The dividend recap is great for these early investors who took on considerable risk. They certainly earned a reward. But it’s not great for new shareholders who want to buy stock in the company that completed the dividend recap, since the aftereffects can linger for years.

So I was somewhat dismayed when I found out a company I wanted to invest in, Fox Factory Holding (NASDAQ:FOXF), had completed a dividend recap in 2012. Fox makes high-end suspension products for mountain bikes, motocross and off-road vehicles.

Fox is a holding of Compass Diversified Holdings (NASDAQ:CODI), a private-equity-type holding company I’ve held in my 100% Letter advisory service since August 2011.  We’ve done well on Compass, with total returns topping 80% to date. It pays a very attractive 8% yield.

But part of what makes CODI great as a high-yield stock – its private-equity type structure – also creates challenges for portfolio companies if and when they go public. Such is the case with Fox Factory Holdings, in which CODI bought a controlling stake for $80 million in 2008.

While perusing Fox’s pre-IPO filing I noticed that the company paid a special dividend of $67 million in 2012.

To put this in context, Fox’s net income in 2010, 2011 and 2012 totaled $38.52 million. So the special dividend in 2012 amounted to 173% of the company’s trailing-three year net income. Ouch.

To help cover the special dividend, Fox borrowed $58.4 million in the form of long-term debt from its holding company, Compass Diversified Holdings. In other words, this was a dividend recapitalization.

This dividend recap meant that Fox’s debt-to-equity ratio skyrocketed from 0.23 in 2011 to 2.0 in 2012.

Fast-forward to Aug. 8, 2013; Fox goes public via IPO. Its “take” from the IPO was around $36.2 million. Every penny of this went to pay down debt to Compass resulting from the 2012 dividend recap.

But this $36.2 million wasn’t enough, so Fox borrowed an additional $21.6 million to clear its debt to Compass.

The punch line here should be clear. Fox didn’t benefit from the dividend recap or the IPO. These events were great for shareholders of Compass (like many subscribers to 100% Letter), but they didn’t do anything to help generate growth for a small company that has plenty of opportunities out there to pursue.

And these events are a total turn-off for those who may have been interested in buying shares of Fox.

I’m going to pass on Fox for now. While the company grew revenues by 20% in 2012, that dividend recap is still a killer. I can’t look past it without wondering how the cash drain will affect future growth.

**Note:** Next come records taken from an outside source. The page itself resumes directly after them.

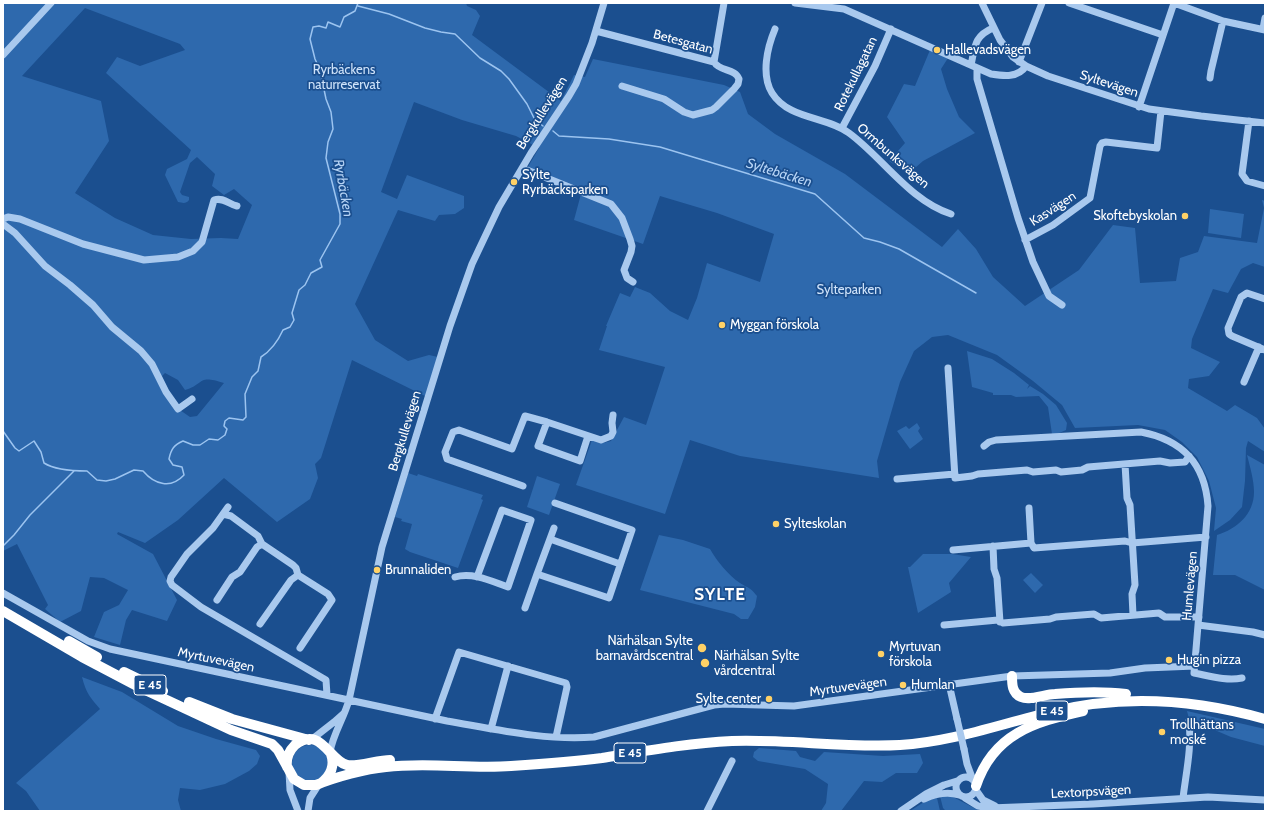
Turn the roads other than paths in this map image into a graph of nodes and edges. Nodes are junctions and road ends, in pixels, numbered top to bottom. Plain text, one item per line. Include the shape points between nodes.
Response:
1 (51, 3) edge
2 (604, 3) edge
3 (724, 3) edge
4 (796, 3) edge
5 (982, 3) edge
6 (1042, 3) edge
7 (1069, 3) edge
8 (1174, 3) edge
9 (833, 5) edge
10 (1265, 18) edge
11 (1223, 20) junction
12 (993, 28) junction
13 (775, 29) dead end
14 (891, 29) junction
15 (1264, 29) edge
16 (596, 31) junction
17 (1163, 35) junction
18 (3, 55) edge
19 (714, 62) junction
20 (1023, 64) junction
21 (974, 67) junction
22 (1210, 78) dead end
23 (622, 86) dead end
24 (1139, 107) junction
25 (1161, 111) junction
26 (1249, 121) junction
27 (1265, 123) edge
28 (842, 128) junction
29 (522, 168) junction
30 (1265, 186) edge
31 (238, 206) dead end
32 (951, 214) dead end
33 (3, 219) edge
34 (3, 224) edge
35 (1025, 240) junction
36 (633, 282) dead end
37 (1265, 299) edge
38 (1062, 305) dead end
39 (1262, 348) edge
40 (948, 368) dead end
41 (1244, 382) dead end
42 (192, 399) dead end
43 (613, 415) dead end
44 (547, 422) junction
45 (588, 436) junction
46 (984, 446) dead end
47 (1189, 456) junction
48 (1125, 464) junction
49 (955, 474) junction
50 (897, 479) dead end
51 (523, 486) dead end
52 (555, 503) dead end
53 (228, 507) dead end
54 (1029, 508) dead end
55 (223, 514) junction
56 (554, 528) dead end
57 (1206, 537) junction
58 (550, 539) junction
59 (1031, 543) junction
60 (1132, 543) junction
61 (262, 544) junction
62 (993, 546) junction
63 (953, 550) dead end
64 (620, 564) junction
65 (537, 574) junction
66 (298, 575) junction
67 (455, 577) dead end
68 (477, 577) junction
69 (3, 593) edge
70 (217, 600) dead end
71 (3, 603) edge
72 (525, 608) dead end
73 (3, 611) edge
74 (1133, 615) junction
75 (1199, 617) junction
76 (1000, 622) junction
77 (260, 624) dead end
78 (944, 625) dead end
79 (1198, 625) junction
80 (1265, 635) edge
81 (300, 648) dead end
82 (508, 666) junction
83 (1195, 666) junction
84 (1012, 676) junction
85 (1242, 678) dead end
86 (950, 684) junction
87 (327, 695) junction
88 (1128, 697) junction
89 (348, 700) junction
90 (344, 712) junction
91 (1265, 712) edge
92 (436, 718) junction
93 (1265, 719) edge
94 (1189, 722) dead end
95 (491, 728) junction
96 (556, 737) junction
97 (310, 740) junction
98 (330, 753) junction
99 (732, 761) dead end
100 (967, 764) junction
101 (288, 771) junction
102 (960, 780) junction
103 (320, 784) junction
104 (975, 785) junction
105 (962, 796) junction
106 (1183, 798) junction
107 (1265, 800) edge
108 (915, 803) junction
109 (999, 808) junction
110 (1093, 808) edge
111 (298, 811) edge
112 (308, 811) edge
113 (707, 811) edge
114 (901, 811) edge

1 - 18 street
2 - 16 street, Bergkullevägen
3 - 19 street
4 - 9 street
5 - 12 street, Syltevägen
6 - 20 street
7 - 17 street
8 - 11 street
8 - 17 street
9 - 14 street
10 - 15 street
11 - 15 street
11 - 22 street
12 - 20 street, Syltevägen via 1010,53
12 - 21 street via 980,35 977,41
13 - 28 street, Ormbunksvägen via 766,66 766,76 772,93 789,109
14 - 21 street
14 - 28 street, Rotekullagatan via 875,66
16 - 19 street, Betesgatan
16 - 29 street, Bergkullevägen via 569,96
17 - 24 street
19 - 23 street, Betesgatan via 718,67 737,74 739,81 716,107 704,113 688,114 664,99
20 - 21 street via 1020,72 1011,76 991,74
20 - 24 street, Syltevägen via 1048,76
21 - 35 street
24 - 25 street, Syltevägen
25 - 26 street, Syltevägen
25 - 35 street, Kasvägen via 1157,148 1102,143 1090,198 1053,225
26 - 27 street, Syltevägen
26 - 30 street via 1242,174 1247,181
28 - 32 street, Ormbunksvägen via 907,187 939,210
29 - 36 street, Bergkullevägen via 610,204 622,218 630,239 631,252 624,270 627,278
29 - 89 street, Bergkullevägen via 499,207 472,264 450,326 382,547
31 - 33 street via 224,199 214,200 202,242 193,251 178,257 144,260 83,244 20,218
34 - 42 street via 15,233 45,266 82,295 112,327 140,351 152,364 178,409
35 - 38 street via 1049,296
37 - 39 street via 1244,294 1228,328 1232,336
39 - 41 street
40 - 49 street
43 - 45 street via 611,436 601,440
44 - 45 street
44 - 45 street via 538,446 580,461
44 - 51 street via 525,416 512,449 459,430 451,436 445,452 447,459
46 - 47 street, Humlevägen via 996,440 1141,432 1166,439
47 - 48 street via 1185,462 1170,463 1160,460
47 - 57 street, Humlevägen via 1201,473 1207,491
48 - 49 street via 1061,472 1028,470 955,478
48 - 60 street
49 - 50 street
52 - 64 street via 632,530
53 - 55 street
54 - 59 street
55 - 61 street via 230,516 258,536
55 - 87 street via 171,576 172,585 201,607 326,680
56 - 58 street
57 - 60 street
57 - 75 street, Humlevägen
58 - 64 street
58 - 65 street
59 - 60 street via 1034,548 1125,541
59 - 62 street
60 - 74 street via 1135,585 1132,594
61 - 66 street via 293,565
61 - 70 street via 257,547 240,572 232,577
62 - 63 street
62 - 76 street
64 - 65 street via 609,598
65 - 72 street
66 - 77 street via 291,580
66 - 81 street via 328,594 332,600
67 - 68 street
68 - 68 street via 502,510 531,520 508,587
69 - 87 street, Myrtuvevägen via 88,641 110,649
71 - 97 highway, E 45 via 114,667 170,695 232,719
73 - 101 highway, E 45 via 141,688 231,730 272,744 278,750
74 - 75 street via 1159,613 1165,617
74 - 76 street via 1101,618 1094,614
75 - 79 street, Humlevägen
76 - 78 street via 998,620
79 - 80 street
79 - 83 street, Humlevägen
82 - 92 street via 459,652
82 - 95 street
82 - 96 street via 567,685
83 - 84 street, Myrtuvevägen
83 - 85 street via 1194,673 1221,679
84 - 86 street, Myrtuvevägen
84 - 88 highway via 1015,693 1026,698 1090,692
86 - 96 street, Myrtuvevägen via 794,706 714,705 594,737
86 - 100 street, bridge
87 - 89 street, Myrtuvevägen
88 - 91 highway, E 45 via 1167,694 1207,698
88 - 93 highway, E 45 via 1209,705
88 - 98 highway, E 45 via 1068,701 939,734 905,738 732,735 550,757 481,760 405,759 353,765 343,764
88 - 103 highway, E 45 via 1070,707 977,732 921,743 876,746 764,741 705,743 551,764 404,765 370,770
88 - 104 highway via 1057,718 1017,734 994,751
89 - 90 street, Bergkullevägen
89 - 92 street, Myrtuvevägen
90 - 97 street, Bergkullevägen
90 - 98 street, Bergkullevägen via 333,738
92 - 95 street, Myrtuvevägen
94 - 106 street via 1190,748
95 - 96 street, Myrtuvevägen
97 - 98 highway, E 45 via 323,744
97 - 101 highway via 298,744 291,750
98 - 103 highway via 332,770 327,779
99 - 113 street
100 - 102 street
100 - 104 street
101 - 103 highway, E 45 via 301,784
101 - 111 street via 290,790
102 - 104 street via 968,777
102 - 105 street via 956,788
102 - 108 street, Lextorpsvägen via 931,791
103 - 112 street via 310,798
104 - 105 street via 972,796
104 - 109 street via 983,800
105 - 108 street, Lextorpsvägen via 944,793
105 - 109 street, Lextorpsvägen via 984,808
106 - 107 street, Lextorpsvägen
106 - 110 street, Lextorpsvägen
108 - 114 street, Lextorpsvägen
109 - 110 street, Lextorpsvägen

Compass still owns around 54% of Fox, so it’s not as if it wants the company to fail. And I’m not suggesting that Compass didn’t earn its return. It did.

But I won’t pull the trigger this time . . . or likely at any time in the future soon after a company has completed a dividend recap. That’s why I think it’s the worst kind of dividend out there. Instead of luring potential investors in, it drives us away.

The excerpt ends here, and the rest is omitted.